Discussion in 'Journalism topics only' started by KnuteRockne, Apr 12, 2007.

  1. zagoshe

    zagoshe Well-Known Member

    The sad thing is takeout writing is becoming extinct. Newspapers don't have space for them any more and magazines are dying and people doing surveys have found that most people reading the internet have no attention span to read them so they are constantly pushing for shorters stories. That's a shame but by the same token it has made me a much better writer. I've figured out that longer isn't always better and that if you can tell the same story in 20 inches that you can in 35 -- with a little less detail obviously -- it might be a better story because it will likely be well written. If you don't have space to burn you are more likely to not waste words.
     
  2. KnuteRockne

    KnuteRockne Member

    That's true for mediocre writers, not for really good ones. They don't have as much trouble with wasting words, and understand that keeping the reader moving is more important than writing pretty sentences. Shorter isn't necessarily better, just like longer isn't necessarily better.

    I certainly don't think that a longer story should be written in a lede-quote-lead in-quote-lead in-quote formula for 60 inches. Yawn.
     
  3. PaperDoll

    PaperDoll Well-Known Member

    Lori Shontz, who is now in St. Louis but formerly in Pittsburgh, was a solid feature writer. I think she's gone to the desk though.

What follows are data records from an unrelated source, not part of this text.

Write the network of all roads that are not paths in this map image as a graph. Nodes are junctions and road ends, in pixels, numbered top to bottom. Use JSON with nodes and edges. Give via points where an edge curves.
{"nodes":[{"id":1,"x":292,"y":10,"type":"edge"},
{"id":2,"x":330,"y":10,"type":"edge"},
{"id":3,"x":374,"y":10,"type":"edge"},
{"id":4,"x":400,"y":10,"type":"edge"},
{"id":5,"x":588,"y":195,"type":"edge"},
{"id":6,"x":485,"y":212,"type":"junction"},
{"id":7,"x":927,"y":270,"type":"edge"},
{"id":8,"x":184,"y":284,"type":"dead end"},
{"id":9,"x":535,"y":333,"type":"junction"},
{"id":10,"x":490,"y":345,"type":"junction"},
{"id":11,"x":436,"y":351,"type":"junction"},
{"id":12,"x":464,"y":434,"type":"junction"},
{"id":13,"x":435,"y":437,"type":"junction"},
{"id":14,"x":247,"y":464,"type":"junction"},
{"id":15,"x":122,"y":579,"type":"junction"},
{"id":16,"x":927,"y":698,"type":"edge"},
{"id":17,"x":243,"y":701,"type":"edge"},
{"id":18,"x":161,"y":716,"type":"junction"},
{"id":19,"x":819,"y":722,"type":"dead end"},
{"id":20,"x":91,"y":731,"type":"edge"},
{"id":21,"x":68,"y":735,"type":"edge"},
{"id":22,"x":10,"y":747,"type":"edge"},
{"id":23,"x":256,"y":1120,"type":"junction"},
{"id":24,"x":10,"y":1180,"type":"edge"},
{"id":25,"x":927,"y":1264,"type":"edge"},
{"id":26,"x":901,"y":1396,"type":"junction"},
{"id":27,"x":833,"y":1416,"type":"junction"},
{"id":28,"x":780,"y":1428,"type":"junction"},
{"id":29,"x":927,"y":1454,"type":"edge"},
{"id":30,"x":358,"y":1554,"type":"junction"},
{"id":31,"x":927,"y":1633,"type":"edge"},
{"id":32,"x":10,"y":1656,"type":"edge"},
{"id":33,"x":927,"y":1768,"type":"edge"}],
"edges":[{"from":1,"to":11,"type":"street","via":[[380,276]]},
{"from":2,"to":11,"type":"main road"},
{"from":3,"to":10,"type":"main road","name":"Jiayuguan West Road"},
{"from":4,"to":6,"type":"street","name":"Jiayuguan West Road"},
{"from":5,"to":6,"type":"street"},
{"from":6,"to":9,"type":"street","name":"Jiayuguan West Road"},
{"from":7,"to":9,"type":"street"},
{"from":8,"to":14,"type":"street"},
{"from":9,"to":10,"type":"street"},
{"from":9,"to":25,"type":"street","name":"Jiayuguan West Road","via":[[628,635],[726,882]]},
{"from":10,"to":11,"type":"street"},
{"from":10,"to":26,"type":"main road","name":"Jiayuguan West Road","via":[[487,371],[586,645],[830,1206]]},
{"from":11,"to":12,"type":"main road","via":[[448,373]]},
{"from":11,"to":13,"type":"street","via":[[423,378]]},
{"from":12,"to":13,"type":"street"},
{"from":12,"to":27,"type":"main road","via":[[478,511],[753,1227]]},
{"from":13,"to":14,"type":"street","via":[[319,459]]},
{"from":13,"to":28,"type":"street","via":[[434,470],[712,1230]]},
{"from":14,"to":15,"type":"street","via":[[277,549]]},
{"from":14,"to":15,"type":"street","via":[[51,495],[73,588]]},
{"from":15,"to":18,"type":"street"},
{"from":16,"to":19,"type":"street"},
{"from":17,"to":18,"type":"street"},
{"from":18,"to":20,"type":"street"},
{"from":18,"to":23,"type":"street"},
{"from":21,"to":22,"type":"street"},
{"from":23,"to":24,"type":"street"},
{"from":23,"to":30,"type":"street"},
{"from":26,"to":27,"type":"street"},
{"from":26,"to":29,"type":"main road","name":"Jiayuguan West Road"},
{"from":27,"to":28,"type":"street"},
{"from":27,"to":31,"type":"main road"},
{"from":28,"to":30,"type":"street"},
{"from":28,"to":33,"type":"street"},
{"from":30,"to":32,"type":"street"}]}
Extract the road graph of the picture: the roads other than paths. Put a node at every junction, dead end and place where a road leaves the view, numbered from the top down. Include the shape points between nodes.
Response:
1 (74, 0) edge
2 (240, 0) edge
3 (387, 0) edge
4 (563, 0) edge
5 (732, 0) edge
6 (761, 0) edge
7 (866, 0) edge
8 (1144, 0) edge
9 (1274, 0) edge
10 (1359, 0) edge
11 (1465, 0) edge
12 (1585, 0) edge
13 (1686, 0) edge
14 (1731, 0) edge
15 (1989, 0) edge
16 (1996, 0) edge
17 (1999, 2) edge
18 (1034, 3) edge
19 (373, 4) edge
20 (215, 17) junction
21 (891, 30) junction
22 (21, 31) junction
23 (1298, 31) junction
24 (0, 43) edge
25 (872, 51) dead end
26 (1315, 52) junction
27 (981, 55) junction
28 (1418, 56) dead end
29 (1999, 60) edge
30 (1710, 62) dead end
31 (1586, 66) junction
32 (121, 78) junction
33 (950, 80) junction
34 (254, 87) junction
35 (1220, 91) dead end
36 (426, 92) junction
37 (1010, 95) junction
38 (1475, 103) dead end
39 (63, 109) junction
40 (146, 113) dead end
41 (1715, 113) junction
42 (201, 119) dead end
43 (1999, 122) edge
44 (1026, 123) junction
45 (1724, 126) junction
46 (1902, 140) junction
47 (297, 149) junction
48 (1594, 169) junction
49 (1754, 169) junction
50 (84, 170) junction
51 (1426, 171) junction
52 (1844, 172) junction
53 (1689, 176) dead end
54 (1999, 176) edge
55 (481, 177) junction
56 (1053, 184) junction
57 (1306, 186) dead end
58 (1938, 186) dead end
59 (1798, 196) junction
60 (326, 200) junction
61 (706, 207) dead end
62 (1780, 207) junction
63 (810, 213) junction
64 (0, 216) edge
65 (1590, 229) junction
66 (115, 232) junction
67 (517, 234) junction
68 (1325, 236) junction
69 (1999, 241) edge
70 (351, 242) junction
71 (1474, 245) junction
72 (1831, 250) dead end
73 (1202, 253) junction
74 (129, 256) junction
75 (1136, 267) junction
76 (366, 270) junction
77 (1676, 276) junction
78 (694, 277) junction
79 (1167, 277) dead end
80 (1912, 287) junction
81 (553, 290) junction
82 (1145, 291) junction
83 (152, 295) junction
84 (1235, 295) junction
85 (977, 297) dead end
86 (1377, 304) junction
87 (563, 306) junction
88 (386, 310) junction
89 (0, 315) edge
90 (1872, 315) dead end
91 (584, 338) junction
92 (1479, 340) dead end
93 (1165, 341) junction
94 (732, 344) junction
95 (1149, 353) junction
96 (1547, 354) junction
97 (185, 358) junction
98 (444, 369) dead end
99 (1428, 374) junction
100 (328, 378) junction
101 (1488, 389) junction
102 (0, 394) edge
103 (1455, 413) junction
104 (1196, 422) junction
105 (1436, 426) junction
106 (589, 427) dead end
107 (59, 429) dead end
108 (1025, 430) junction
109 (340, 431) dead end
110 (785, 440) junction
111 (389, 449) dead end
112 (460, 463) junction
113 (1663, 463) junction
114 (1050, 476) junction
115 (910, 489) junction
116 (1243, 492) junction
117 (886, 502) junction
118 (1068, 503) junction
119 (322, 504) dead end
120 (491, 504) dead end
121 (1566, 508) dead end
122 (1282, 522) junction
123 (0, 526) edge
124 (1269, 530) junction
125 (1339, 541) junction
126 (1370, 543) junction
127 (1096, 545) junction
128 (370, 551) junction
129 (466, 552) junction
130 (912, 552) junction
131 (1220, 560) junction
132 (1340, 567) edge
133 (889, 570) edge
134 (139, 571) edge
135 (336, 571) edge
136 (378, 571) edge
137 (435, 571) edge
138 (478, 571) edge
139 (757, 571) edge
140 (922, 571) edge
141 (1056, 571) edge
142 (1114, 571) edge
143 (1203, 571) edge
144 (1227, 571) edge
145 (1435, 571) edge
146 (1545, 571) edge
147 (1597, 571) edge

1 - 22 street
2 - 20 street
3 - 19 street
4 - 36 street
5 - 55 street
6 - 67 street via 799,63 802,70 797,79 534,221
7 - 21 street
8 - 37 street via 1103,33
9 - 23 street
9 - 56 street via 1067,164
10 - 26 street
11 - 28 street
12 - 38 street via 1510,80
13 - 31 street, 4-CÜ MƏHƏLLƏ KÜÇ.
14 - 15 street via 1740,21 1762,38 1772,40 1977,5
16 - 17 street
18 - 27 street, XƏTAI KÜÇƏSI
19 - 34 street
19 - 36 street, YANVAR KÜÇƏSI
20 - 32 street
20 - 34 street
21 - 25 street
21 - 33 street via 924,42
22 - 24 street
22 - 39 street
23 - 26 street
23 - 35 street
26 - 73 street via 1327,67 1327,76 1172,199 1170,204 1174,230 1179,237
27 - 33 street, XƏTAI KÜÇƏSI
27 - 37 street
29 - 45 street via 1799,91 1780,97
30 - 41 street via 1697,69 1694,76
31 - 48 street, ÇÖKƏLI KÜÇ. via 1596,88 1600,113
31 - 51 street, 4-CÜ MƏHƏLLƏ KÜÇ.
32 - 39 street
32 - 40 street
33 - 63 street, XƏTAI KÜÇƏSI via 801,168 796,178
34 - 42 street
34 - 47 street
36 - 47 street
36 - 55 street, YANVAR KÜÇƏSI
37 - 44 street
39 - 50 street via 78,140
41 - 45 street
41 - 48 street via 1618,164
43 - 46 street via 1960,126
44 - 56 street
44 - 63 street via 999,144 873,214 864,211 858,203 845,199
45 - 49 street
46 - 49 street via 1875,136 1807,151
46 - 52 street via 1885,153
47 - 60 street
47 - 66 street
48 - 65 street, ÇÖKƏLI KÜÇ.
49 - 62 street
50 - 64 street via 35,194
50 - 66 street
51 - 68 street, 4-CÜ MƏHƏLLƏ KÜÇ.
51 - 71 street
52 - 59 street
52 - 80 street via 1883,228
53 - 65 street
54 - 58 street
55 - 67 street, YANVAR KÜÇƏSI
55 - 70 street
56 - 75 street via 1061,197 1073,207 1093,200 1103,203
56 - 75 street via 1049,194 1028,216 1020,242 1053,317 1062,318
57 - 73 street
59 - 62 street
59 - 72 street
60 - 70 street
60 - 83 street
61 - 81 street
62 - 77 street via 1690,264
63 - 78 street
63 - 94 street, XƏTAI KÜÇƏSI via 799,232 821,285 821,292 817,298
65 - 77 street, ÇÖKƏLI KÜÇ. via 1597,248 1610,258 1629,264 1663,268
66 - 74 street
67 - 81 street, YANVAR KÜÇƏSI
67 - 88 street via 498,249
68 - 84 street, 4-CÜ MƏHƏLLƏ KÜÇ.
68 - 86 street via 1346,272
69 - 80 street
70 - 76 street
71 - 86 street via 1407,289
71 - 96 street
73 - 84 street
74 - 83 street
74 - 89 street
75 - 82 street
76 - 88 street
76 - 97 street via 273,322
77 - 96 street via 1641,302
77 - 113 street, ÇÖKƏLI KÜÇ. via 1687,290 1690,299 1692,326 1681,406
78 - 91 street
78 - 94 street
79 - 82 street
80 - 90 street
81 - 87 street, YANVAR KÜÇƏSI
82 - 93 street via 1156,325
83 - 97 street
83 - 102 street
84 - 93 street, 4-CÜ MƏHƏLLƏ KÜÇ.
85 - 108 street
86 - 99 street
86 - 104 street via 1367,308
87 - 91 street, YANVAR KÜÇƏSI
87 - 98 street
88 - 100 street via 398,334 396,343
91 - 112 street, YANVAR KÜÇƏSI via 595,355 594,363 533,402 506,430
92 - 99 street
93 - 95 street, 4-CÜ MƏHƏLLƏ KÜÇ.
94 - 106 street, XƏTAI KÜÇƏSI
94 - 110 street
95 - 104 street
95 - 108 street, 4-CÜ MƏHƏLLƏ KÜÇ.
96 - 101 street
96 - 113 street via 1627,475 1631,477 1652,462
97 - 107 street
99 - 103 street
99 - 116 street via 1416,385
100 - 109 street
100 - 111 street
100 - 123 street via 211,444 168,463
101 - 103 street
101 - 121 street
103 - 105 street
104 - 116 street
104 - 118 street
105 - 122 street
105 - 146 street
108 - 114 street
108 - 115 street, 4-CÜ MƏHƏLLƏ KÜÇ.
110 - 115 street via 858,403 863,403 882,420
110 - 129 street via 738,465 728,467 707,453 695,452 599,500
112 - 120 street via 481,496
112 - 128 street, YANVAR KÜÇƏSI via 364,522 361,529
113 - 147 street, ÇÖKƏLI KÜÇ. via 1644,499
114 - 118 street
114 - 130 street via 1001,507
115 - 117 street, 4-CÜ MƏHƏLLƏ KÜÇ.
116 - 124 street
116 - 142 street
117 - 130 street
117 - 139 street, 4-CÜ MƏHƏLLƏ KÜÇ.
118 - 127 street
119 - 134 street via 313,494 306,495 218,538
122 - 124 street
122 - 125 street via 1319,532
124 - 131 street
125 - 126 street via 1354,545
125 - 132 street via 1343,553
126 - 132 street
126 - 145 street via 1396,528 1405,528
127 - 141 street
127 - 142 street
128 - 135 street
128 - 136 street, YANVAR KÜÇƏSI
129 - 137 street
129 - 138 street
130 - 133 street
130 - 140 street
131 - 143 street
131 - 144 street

    I aspire to become a full-time feature/takeout/enterprise writer. I'd like to write the daily enterprise, the 25-inchers that used to anchor Sunday sections, rather than the huge magnum opus multi-part series. (I don't think I have the patience to work on the same story for months!)

    I squeeze as many "big picture" stories as I can in between the regular beat requirements. But I haven't had much training, nor do my stories get significantly line-edited, so I sometimes feel like I'm not getting any better.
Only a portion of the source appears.